**BRIEF:** Write the entries again exactly, with no line missing.

Dataset entries:
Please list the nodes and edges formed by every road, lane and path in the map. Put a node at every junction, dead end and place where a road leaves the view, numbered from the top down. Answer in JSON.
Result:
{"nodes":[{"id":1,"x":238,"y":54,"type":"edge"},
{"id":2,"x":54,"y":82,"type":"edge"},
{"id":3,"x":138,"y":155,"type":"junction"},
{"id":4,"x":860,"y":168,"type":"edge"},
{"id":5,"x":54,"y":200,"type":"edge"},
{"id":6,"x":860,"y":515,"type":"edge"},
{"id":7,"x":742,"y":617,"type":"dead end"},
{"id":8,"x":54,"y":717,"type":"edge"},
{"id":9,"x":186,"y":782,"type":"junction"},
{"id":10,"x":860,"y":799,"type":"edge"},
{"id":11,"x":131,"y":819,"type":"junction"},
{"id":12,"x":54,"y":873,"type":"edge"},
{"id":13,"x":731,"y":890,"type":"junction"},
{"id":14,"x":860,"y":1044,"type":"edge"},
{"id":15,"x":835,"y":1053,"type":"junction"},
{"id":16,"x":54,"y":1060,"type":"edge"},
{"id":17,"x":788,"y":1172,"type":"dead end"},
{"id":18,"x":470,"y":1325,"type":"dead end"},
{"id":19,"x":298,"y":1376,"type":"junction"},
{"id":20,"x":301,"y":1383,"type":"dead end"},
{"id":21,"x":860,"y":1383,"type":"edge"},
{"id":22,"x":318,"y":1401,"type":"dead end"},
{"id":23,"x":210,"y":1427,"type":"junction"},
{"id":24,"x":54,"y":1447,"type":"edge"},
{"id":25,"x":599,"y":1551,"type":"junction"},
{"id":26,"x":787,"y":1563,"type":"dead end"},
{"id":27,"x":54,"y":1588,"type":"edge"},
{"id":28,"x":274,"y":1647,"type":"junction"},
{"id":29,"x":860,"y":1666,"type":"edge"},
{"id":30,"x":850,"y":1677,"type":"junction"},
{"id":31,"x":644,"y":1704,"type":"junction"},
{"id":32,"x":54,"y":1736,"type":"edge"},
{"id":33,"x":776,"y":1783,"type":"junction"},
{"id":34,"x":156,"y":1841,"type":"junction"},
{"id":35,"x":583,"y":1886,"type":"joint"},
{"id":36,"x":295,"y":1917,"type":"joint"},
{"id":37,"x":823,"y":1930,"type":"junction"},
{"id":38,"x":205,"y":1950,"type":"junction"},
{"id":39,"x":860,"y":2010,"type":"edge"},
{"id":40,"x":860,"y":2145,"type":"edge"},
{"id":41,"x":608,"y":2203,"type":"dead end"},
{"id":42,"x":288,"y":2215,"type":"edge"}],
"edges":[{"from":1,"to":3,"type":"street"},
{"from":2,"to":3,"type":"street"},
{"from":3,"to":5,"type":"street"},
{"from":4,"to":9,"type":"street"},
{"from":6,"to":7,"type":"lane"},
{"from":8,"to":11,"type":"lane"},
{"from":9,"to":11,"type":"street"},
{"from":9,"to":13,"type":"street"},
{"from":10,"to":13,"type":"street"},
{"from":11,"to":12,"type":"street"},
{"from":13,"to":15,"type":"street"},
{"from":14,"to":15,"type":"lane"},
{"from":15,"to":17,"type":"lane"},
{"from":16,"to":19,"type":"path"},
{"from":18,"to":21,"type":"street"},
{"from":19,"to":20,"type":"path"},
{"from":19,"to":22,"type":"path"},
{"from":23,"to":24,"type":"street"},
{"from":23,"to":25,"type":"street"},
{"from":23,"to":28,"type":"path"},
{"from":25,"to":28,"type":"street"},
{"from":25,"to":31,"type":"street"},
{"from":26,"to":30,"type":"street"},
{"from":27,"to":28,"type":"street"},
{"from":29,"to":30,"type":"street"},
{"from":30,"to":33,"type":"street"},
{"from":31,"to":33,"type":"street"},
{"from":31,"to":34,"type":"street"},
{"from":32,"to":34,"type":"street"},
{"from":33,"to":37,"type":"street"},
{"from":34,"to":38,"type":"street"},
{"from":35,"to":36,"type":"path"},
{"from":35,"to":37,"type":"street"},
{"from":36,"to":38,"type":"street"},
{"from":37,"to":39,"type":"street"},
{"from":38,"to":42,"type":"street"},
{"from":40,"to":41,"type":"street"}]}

**EXERCISE RESULT:**
Please list the nodes and edges formed by every road, lane and path in the map. Put a node at every junction, dead end and place where a road leaves the view, numbered from the top down. Answer in JSON.
Result:
{"nodes":[{"id":1,"x":238,"y":54,"type":"edge"},
{"id":2,"x":54,"y":82,"type":"edge"},
{"id":3,"x":138,"y":155,"type":"junction"},
{"id":4,"x":860,"y":168,"type":"edge"},
{"id":5,"x":54,"y":200,"type":"edge"},
{"id":6,"x":860,"y":515,"type":"edge"},
{"id":7,"x":742,"y":617,"type":"dead end"},
{"id":8,"x":54,"y":717,"type":"edge"},
{"id":9,"x":186,"y":782,"type":"junction"},
{"id":10,"x":860,"y":799,"type":"edge"},
{"id":11,"x":131,"y":819,"type":"junction"},
{"id":12,"x":54,"y":873,"type":"edge"},
{"id":13,"x":731,"y":890,"type":"junction"},
{"id":14,"x":860,"y":1044,"type":"edge"},
{"id":15,"x":835,"y":1053,"type":"junction"},
{"id":16,"x":54,"y":1060,"type":"edge"},
{"id":17,"x":788,"y":1172,"type":"dead end"},
{"id":18,"x":470,"y":1325,"type":"dead end"},
{"id":19,"x":298,"y":1376,"type":"junction"},
{"id":20,"x":301,"y":1383,"type":"dead end"},
{"id":21,"x":860,"y":1383,"type":"edge"},
{"id":22,"x":318,"y":1401,"type":"dead end"},
{"id":23,"x":210,"y":1427,"type":"junction"},
{"id":24,"x":54,"y":1447,"type":"edge"},
{"id":25,"x":599,"y":1551,"type":"junction"},
{"id":26,"x":787,"y":1563,"type":"dead end"},
{"id":27,"x":54,"y":1588,"type":"edge"},
{"id":28,"x":274,"y":1647,"type":"junction"},
{"id":29,"x":860,"y":1666,"type":"edge"},
{"id":30,"x":850,"y":1677,"type":"junction"},
{"id":31,"x":644,"y":1704,"type":"junction"},
{"id":32,"x":54,"y":1736,"type":"edge"},
{"id":33,"x":776,"y":1783,"type":"junction"},
{"id":34,"x":156,"y":1841,"type":"junction"},
{"id":35,"x":583,"y":1886,"type":"joint"},
{"id":36,"x":295,"y":1917,"type":"joint"},
{"id":37,"x":823,"y":1930,"type":"junction"},
{"id":38,"x":205,"y":1950,"type":"junction"},
{"id":39,"x":860,"y":2010,"type":"edge"},
{"id":40,"x":860,"y":2145,"type":"edge"},
{"id":41,"x":608,"y":2203,"type":"dead end"},
{"id":42,"x":288,"y":2215,"type":"edge"}],
"edges":[{"from":1,"to":3,"type":"street"},
{"from":2,"to":3,"type":"street"},
{"from":3,"to":5,"type":"street"},
{"from":4,"to":9,"type":"street"},
{"from":6,"to":7,"type":"lane"},
{"from":8,"to":11,"type":"lane"},
{"from":9,"to":11,"type":"street"},
{"from":9,"to":13,"type":"street"},
{"from":10,"to":13,"type":"street"},
{"from":11,"to":12,"type":"street"},
{"from":13,"to":15,"type":"street"},
{"from":14,"to":15,"type":"lane"},
{"from":15,"to":17,"type":"lane"},
{"from":16,"to":19,"type":"path"},
{"from":18,"to":21,"type":"street"},
{"from":19,"to":20,"type":"path"},
{"from":19,"to":22,"type":"path"},
{"from":23,"to":24,"type":"street"},
{"from":23,"to":25,"type":"street"},
{"from":23,"to":28,"type":"path"},
{"from":25,"to":28,"type":"street"},
{"from":25,"to":31,"type":"street"},
{"from":26,"to":30,"type":"street"},
{"from":27,"to":28,"type":"street"},
{"from":29,"to":30,"type":"street"},
{"from":30,"to":33,"type":"street"},
{"from":31,"to":33,"type":"street"},
{"from":31,"to":34,"type":"street"},
{"from":32,"to":34,"type":"street"},
{"from":33,"to":37,"type":"street"},
{"from":34,"to":38,"type":"street"},
{"from":35,"to":36,"type":"path"},
{"from":35,"to":37,"type":"street"},
{"from":36,"to":38,"type":"street"},
{"from":37,"to":39,"type":"street"},
{"from":38,"to":42,"type":"street"},
{"from":40,"to":41,"type":"street"}]}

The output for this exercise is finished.